# To do
Transcribe the records that follow in their entirety, omitting any pictures.
___
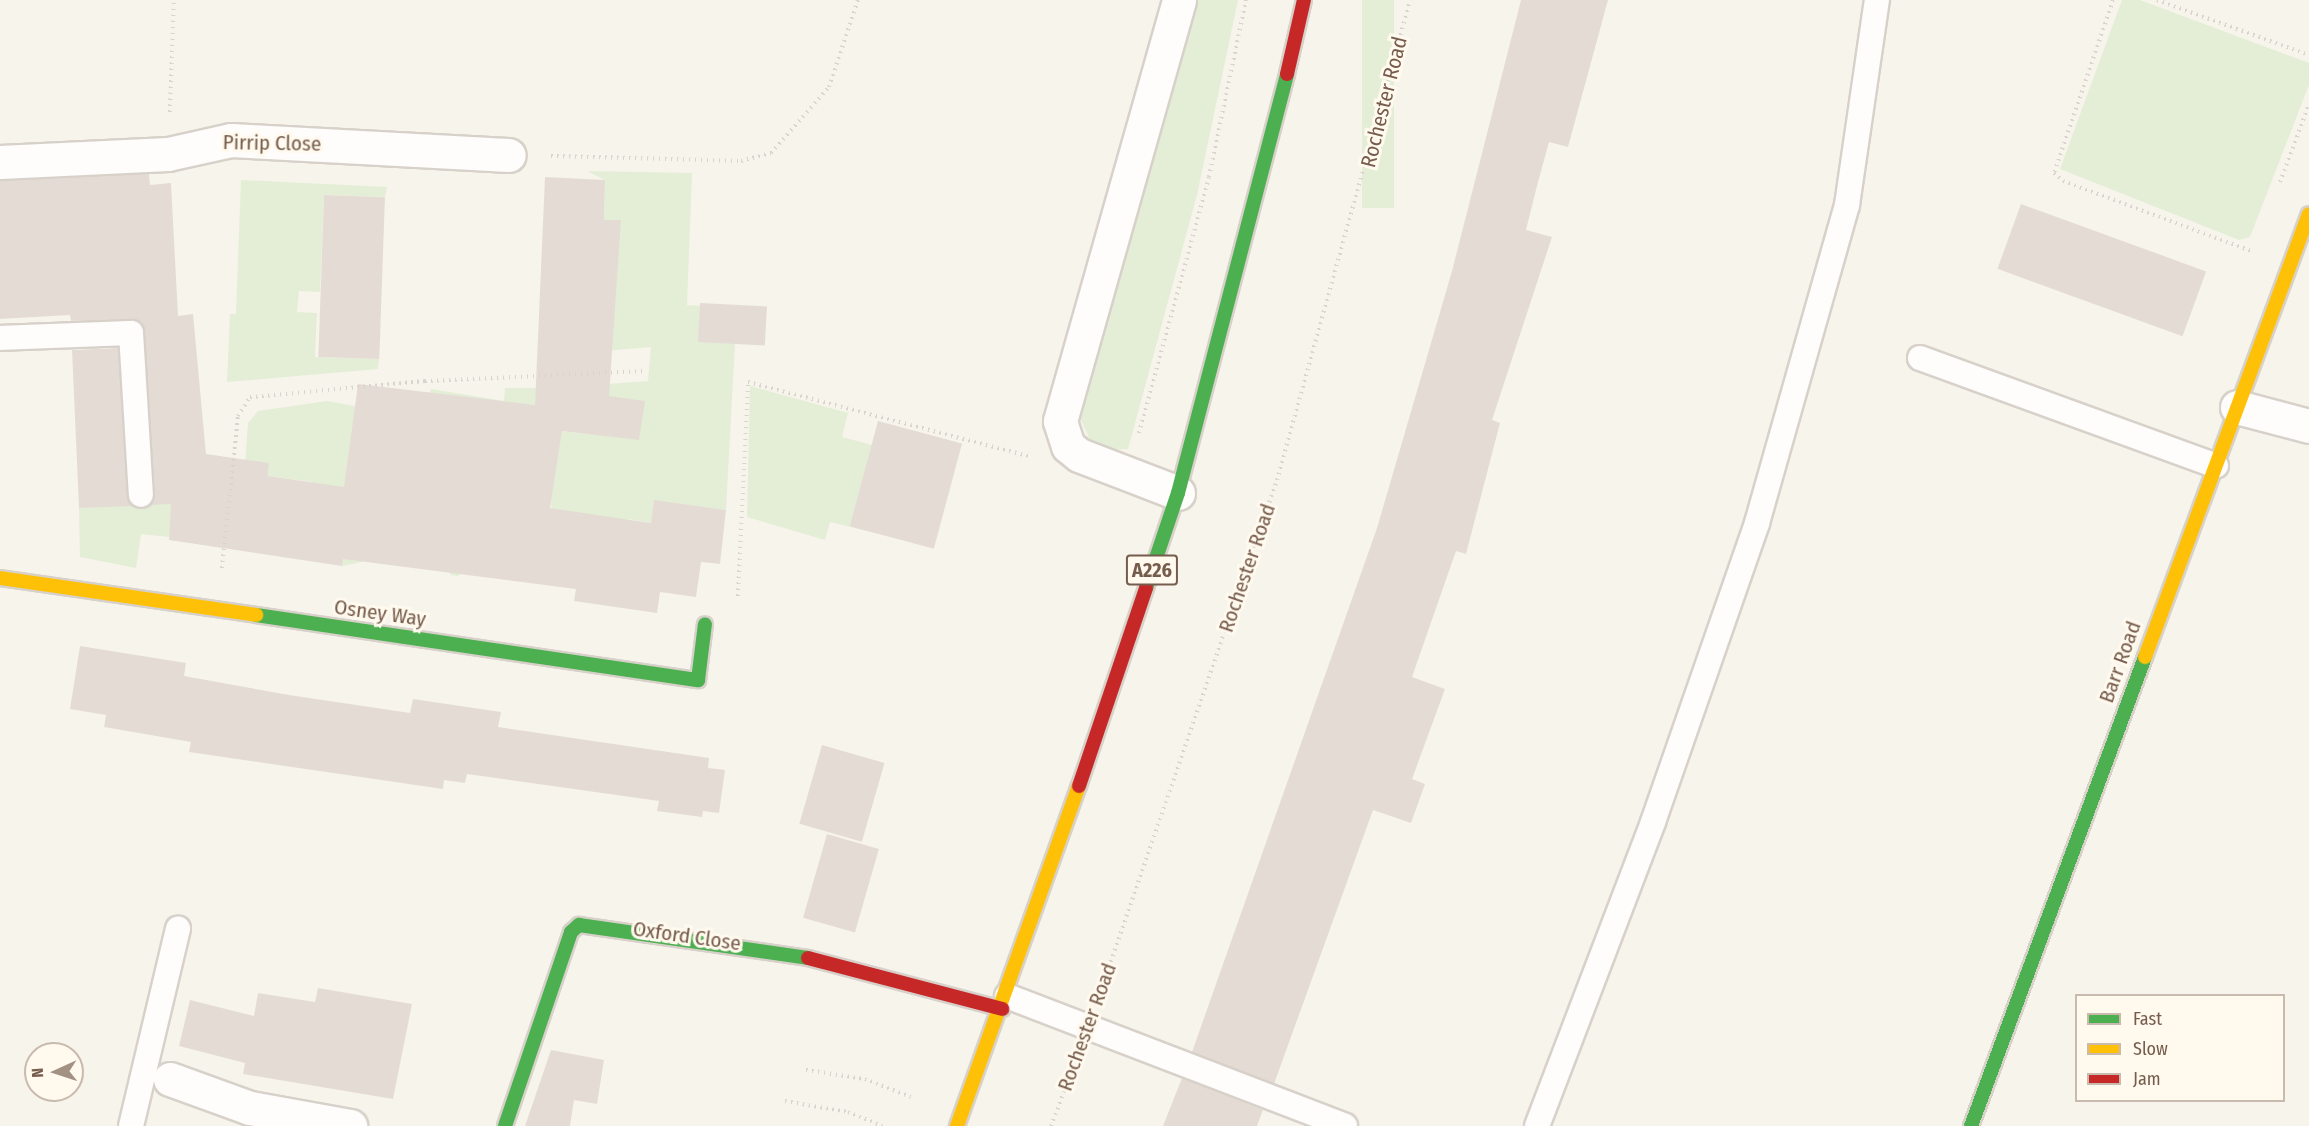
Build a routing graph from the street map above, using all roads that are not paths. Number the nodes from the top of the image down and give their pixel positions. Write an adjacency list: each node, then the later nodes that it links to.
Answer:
1 (1179, 0): 12 (street)
2 (1304, 0): 12 (street, A226)
3 (1877, 0): 24 (lane)
4 (509, 155): 5 (street, Pirrip Close)
5 (0, 162)
6 (2309, 214): 9 (street, Barr Road)
7 (0, 338): 13 (lane)
8 (1920, 358): 11 (lane)
9 (2237, 407): 10 (street); 11 (street, Barr Road)
10 (2309, 426)
11 (2216, 466): 25 (street, Barr Road)
12 (1178, 493): 17 (street, A226)
13 (141, 495)
14 (0, 578): 15 (street, Osney Way)
15 (705, 624)
16 (178, 929): 19 (lane)
17 (1005, 1003): 21 (street, Oxford Close); 22 (street, A226); 23 (lane)
18 (170, 1079): 20 (street)
19 (131, 1126)
20 (350, 1126)
21 (504, 1126)
22 (957, 1126)
23 (1345, 1126)
24 (1537, 1126)
25 (1971, 1126)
___
# Task result
Build a routing graph from the street map above, using all roads that are not paths. Number the nodes from the top of the image down and give their pixel positions. Write an adjacency list: each node, then the later nodes that it links to.
Answer:
1 (1179, 0): 12 (street)
2 (1304, 0): 12 (street, A226)
3 (1877, 0): 24 (lane)
4 (509, 155): 5 (street, Pirrip Close)
5 (0, 162)
6 (2309, 214): 9 (street, Barr Road)
7 (0, 338): 13 (lane)
8 (1920, 358): 11 (lane)
9 (2237, 407): 10 (street); 11 (street, Barr Road)
10 (2309, 426)
11 (2216, 466): 25 (street, Barr Road)
12 (1178, 493): 17 (street, A226)
13 (141, 495)
14 (0, 578): 15 (street, Osney Way)
15 (705, 624)
16 (178, 929): 19 (lane)
17 (1005, 1003): 21 (street, Oxford Close); 22 (street, A226); 23 (lane)
18 (170, 1079): 20 (street)
19 (131, 1126)
20 (350, 1126)
21 (504, 1126)
22 (957, 1126)
23 (1345, 1126)
24 (1537, 1126)
25 (1971, 1126)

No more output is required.